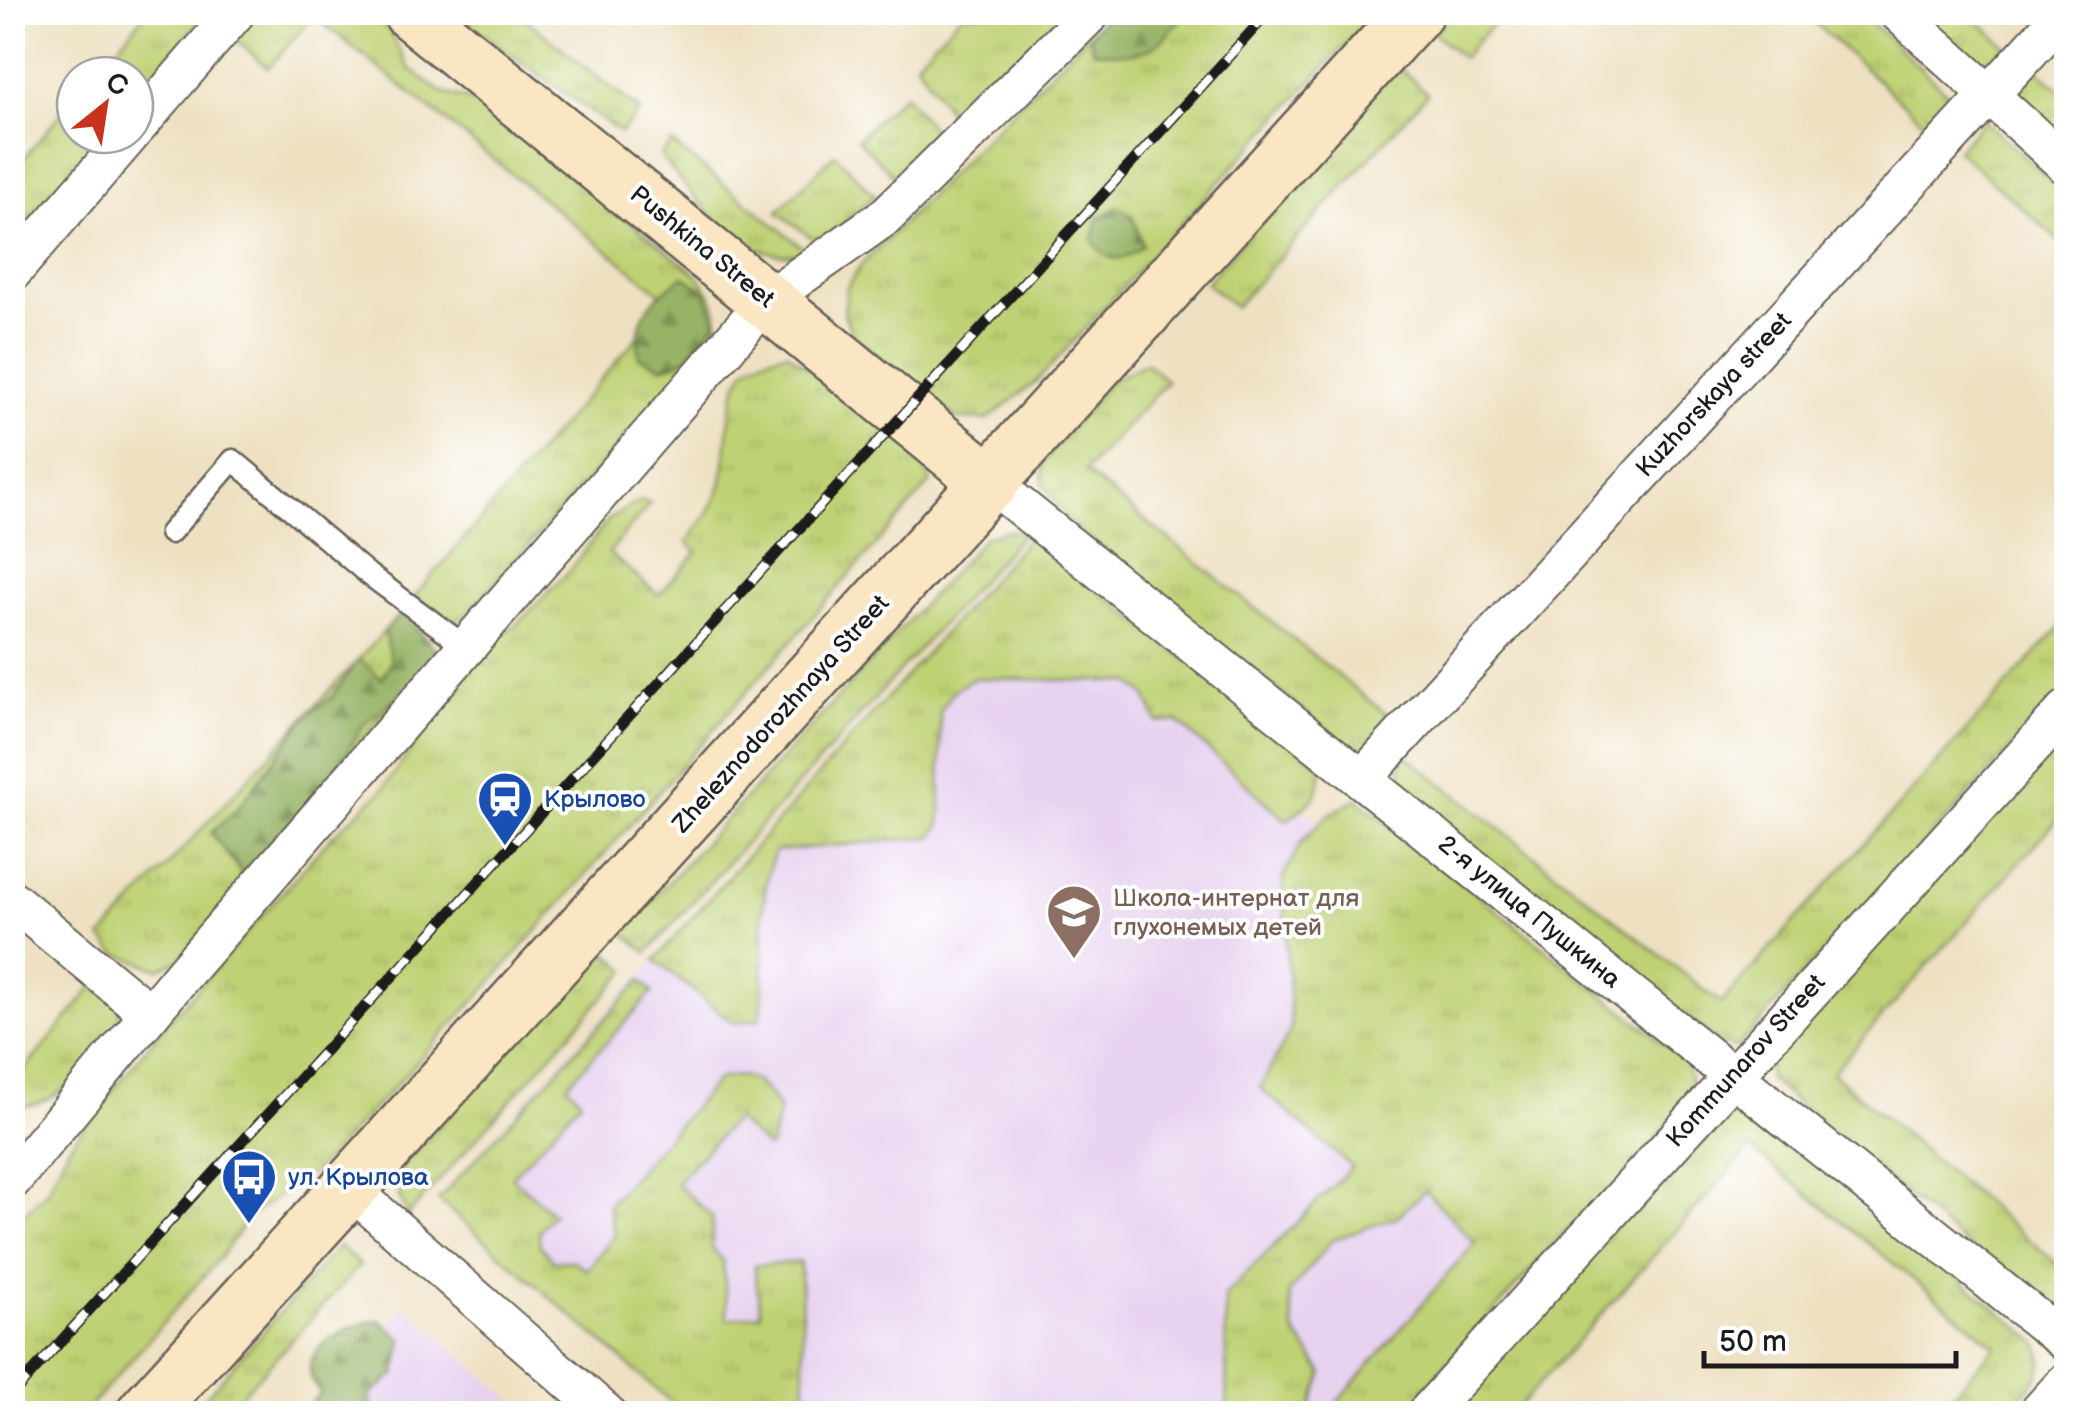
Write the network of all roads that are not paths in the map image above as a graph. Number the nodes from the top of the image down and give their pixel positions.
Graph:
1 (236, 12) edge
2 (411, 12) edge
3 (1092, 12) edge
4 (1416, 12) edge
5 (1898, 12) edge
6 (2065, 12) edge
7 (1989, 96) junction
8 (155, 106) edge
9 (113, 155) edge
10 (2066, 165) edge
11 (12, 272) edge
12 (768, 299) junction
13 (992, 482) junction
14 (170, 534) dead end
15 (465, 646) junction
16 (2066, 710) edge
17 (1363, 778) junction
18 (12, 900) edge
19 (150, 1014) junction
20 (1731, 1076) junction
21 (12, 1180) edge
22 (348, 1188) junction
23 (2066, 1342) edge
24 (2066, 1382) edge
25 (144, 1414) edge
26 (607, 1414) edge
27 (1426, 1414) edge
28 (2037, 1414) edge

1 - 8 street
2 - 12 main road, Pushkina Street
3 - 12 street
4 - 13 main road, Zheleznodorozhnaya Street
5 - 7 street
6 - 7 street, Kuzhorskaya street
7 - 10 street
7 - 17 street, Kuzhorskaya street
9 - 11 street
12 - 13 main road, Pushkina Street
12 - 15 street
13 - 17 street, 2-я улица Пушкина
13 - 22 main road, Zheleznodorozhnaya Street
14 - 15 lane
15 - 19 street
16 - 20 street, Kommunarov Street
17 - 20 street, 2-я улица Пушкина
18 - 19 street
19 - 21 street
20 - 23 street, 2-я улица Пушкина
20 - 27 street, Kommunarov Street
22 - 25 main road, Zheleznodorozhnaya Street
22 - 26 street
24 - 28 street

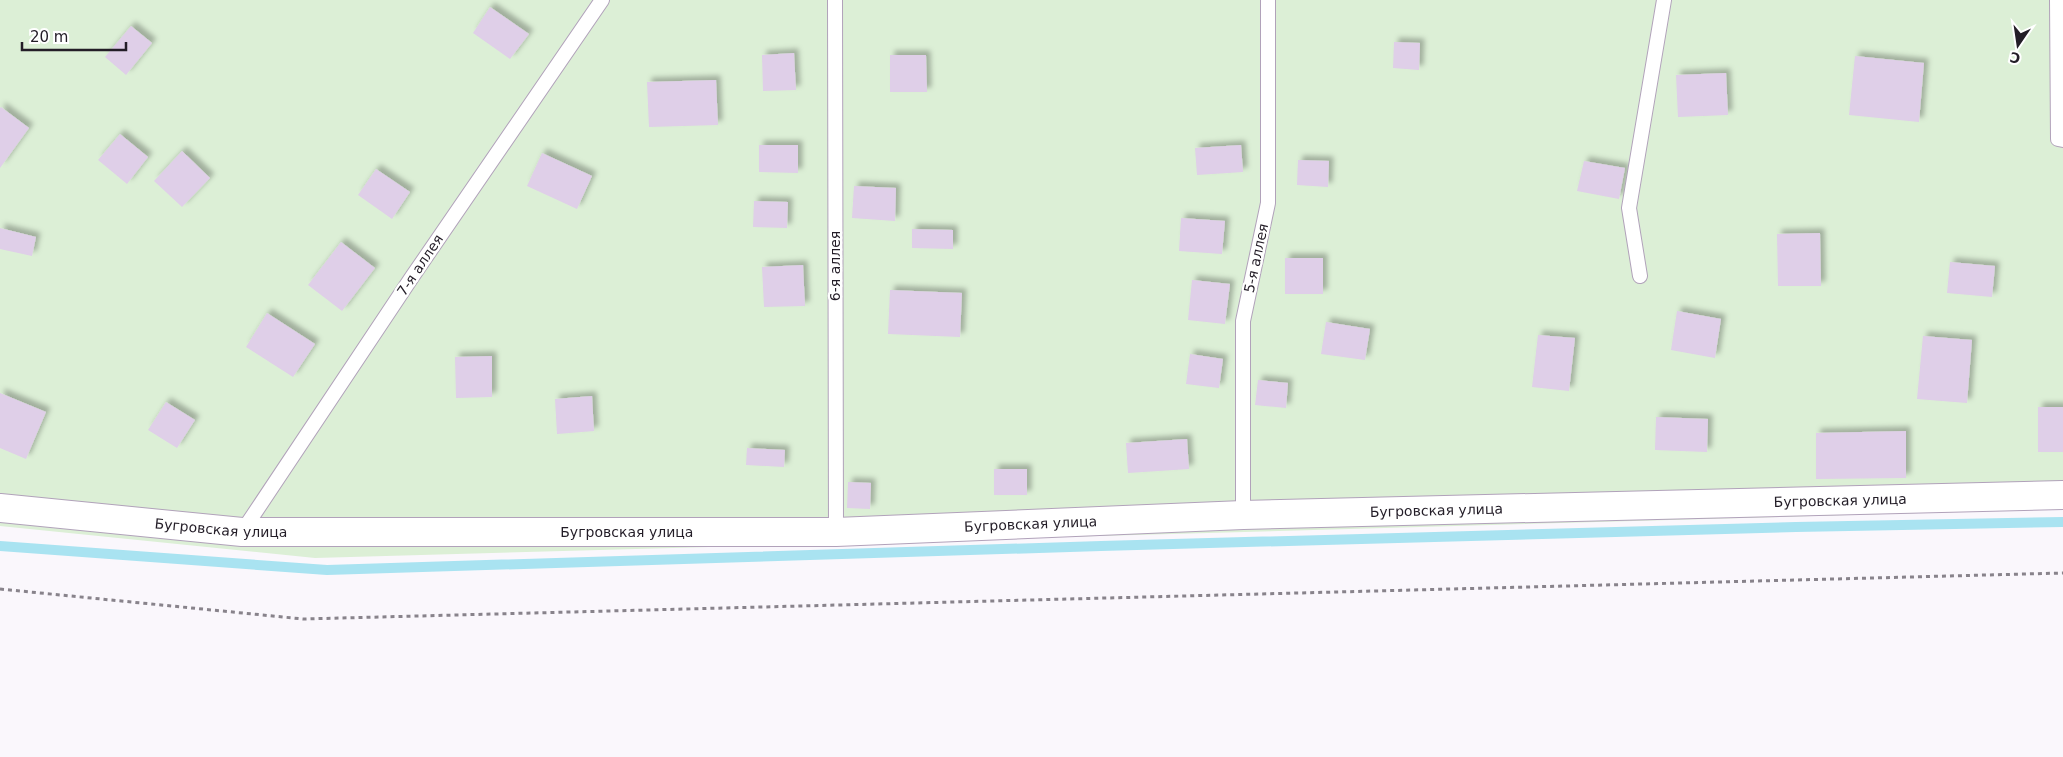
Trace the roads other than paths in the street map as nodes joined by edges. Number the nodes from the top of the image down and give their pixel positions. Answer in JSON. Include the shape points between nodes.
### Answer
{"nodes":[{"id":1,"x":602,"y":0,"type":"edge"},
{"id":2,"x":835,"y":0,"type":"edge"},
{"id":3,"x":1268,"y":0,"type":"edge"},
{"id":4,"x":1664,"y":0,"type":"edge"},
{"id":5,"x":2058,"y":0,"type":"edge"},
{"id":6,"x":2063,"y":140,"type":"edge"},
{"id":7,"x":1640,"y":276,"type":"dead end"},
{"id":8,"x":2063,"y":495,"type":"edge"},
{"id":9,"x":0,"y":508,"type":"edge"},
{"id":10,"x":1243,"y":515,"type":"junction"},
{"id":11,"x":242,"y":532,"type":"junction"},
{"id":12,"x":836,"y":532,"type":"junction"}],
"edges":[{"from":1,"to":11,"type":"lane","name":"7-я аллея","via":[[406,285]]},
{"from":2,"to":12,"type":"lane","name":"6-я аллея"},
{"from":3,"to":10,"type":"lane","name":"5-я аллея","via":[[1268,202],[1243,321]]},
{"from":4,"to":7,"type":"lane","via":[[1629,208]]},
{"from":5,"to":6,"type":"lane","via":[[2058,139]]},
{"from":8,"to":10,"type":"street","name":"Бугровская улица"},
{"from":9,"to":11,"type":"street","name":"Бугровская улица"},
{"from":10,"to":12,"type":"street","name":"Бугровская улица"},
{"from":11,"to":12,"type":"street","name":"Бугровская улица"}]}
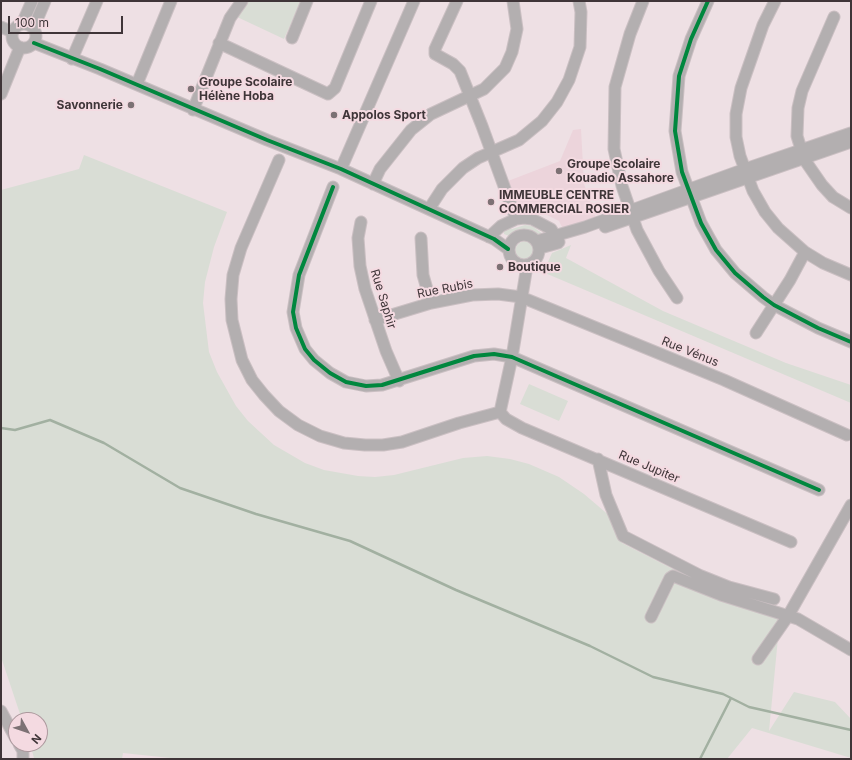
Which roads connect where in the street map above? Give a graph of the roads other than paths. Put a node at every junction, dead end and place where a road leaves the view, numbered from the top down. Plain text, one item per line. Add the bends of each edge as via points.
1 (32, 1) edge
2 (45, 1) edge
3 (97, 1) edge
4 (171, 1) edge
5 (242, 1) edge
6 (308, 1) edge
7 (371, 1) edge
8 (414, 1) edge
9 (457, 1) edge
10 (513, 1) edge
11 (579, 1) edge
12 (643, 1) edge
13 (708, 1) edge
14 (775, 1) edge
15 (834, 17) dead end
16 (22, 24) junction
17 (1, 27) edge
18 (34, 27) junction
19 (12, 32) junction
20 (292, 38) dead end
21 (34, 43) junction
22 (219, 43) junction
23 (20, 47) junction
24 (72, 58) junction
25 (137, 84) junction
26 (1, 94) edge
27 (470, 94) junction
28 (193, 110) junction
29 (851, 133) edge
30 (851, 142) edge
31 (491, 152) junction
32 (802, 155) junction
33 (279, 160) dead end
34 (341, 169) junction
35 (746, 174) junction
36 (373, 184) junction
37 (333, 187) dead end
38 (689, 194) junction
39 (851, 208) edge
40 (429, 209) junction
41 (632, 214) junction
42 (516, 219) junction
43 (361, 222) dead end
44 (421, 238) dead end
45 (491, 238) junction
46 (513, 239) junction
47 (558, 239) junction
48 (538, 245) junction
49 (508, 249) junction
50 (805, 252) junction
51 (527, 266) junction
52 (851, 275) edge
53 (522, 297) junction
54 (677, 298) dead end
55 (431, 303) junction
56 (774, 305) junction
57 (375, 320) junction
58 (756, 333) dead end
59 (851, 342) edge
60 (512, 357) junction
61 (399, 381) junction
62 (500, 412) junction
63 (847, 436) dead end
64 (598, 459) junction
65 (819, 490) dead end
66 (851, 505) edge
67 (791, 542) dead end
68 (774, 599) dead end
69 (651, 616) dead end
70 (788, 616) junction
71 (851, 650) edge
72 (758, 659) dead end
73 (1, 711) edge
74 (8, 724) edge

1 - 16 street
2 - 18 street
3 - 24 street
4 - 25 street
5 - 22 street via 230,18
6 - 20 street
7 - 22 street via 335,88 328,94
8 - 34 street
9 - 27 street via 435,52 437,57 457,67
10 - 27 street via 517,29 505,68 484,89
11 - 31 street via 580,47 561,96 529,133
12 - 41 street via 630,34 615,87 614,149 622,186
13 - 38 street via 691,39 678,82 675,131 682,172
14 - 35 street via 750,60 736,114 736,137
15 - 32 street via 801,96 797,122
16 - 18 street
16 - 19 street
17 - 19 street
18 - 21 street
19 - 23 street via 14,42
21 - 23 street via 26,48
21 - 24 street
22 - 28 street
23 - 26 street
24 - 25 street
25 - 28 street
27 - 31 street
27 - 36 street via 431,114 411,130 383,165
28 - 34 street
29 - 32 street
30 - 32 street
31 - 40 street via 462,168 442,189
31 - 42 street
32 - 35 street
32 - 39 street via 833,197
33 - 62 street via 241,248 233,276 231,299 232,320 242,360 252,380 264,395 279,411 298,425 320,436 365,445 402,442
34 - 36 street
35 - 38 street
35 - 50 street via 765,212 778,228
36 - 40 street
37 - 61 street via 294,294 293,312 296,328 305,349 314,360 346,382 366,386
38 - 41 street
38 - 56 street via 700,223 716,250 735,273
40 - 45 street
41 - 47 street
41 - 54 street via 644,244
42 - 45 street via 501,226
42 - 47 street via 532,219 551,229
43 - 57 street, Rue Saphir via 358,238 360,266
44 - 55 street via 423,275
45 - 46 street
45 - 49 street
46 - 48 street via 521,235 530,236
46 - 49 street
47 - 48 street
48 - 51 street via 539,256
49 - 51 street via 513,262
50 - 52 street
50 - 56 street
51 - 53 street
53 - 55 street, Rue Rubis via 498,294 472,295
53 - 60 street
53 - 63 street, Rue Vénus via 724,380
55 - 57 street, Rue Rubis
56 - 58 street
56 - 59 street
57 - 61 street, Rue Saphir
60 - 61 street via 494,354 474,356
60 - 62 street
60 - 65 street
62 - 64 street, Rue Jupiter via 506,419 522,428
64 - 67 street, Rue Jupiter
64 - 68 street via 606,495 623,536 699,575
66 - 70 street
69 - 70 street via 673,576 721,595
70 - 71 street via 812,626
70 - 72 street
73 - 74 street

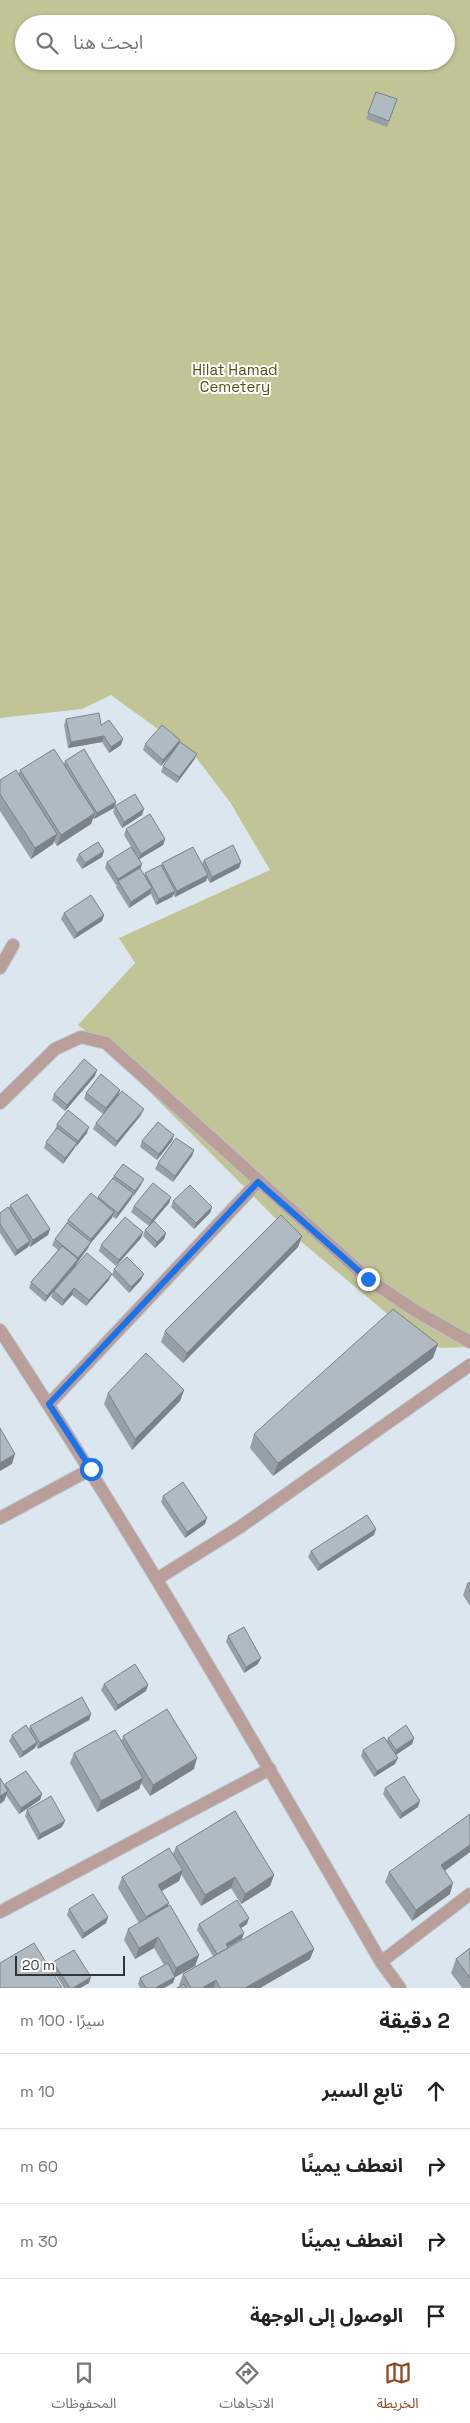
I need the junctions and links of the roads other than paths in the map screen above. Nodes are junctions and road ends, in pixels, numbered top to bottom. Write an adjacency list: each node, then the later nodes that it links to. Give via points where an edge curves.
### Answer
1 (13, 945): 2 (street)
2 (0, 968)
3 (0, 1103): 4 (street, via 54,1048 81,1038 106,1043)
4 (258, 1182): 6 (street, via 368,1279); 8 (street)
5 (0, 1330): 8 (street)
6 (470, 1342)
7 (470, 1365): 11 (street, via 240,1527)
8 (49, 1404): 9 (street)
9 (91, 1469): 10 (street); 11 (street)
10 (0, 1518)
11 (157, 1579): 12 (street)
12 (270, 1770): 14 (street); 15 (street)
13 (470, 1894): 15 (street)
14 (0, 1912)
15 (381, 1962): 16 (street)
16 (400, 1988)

************

__PROBLEM STATEMENT__:
Which lines above contain the word "Write"? Copy all of them.

__RESPONSE TO THE TASK__:
Write the network of all roads that are not paths in the map image above as a graph. Number the nodes from the top of the image down and give their pixel positions.
I need the junctions and links of the roads other than paths in the map screen above. Nodes are junctions and road ends, in pixels, numbered top to bottom. Write an adjacency list: each node, then the later nodes that it links to. Give via points where an edge curves.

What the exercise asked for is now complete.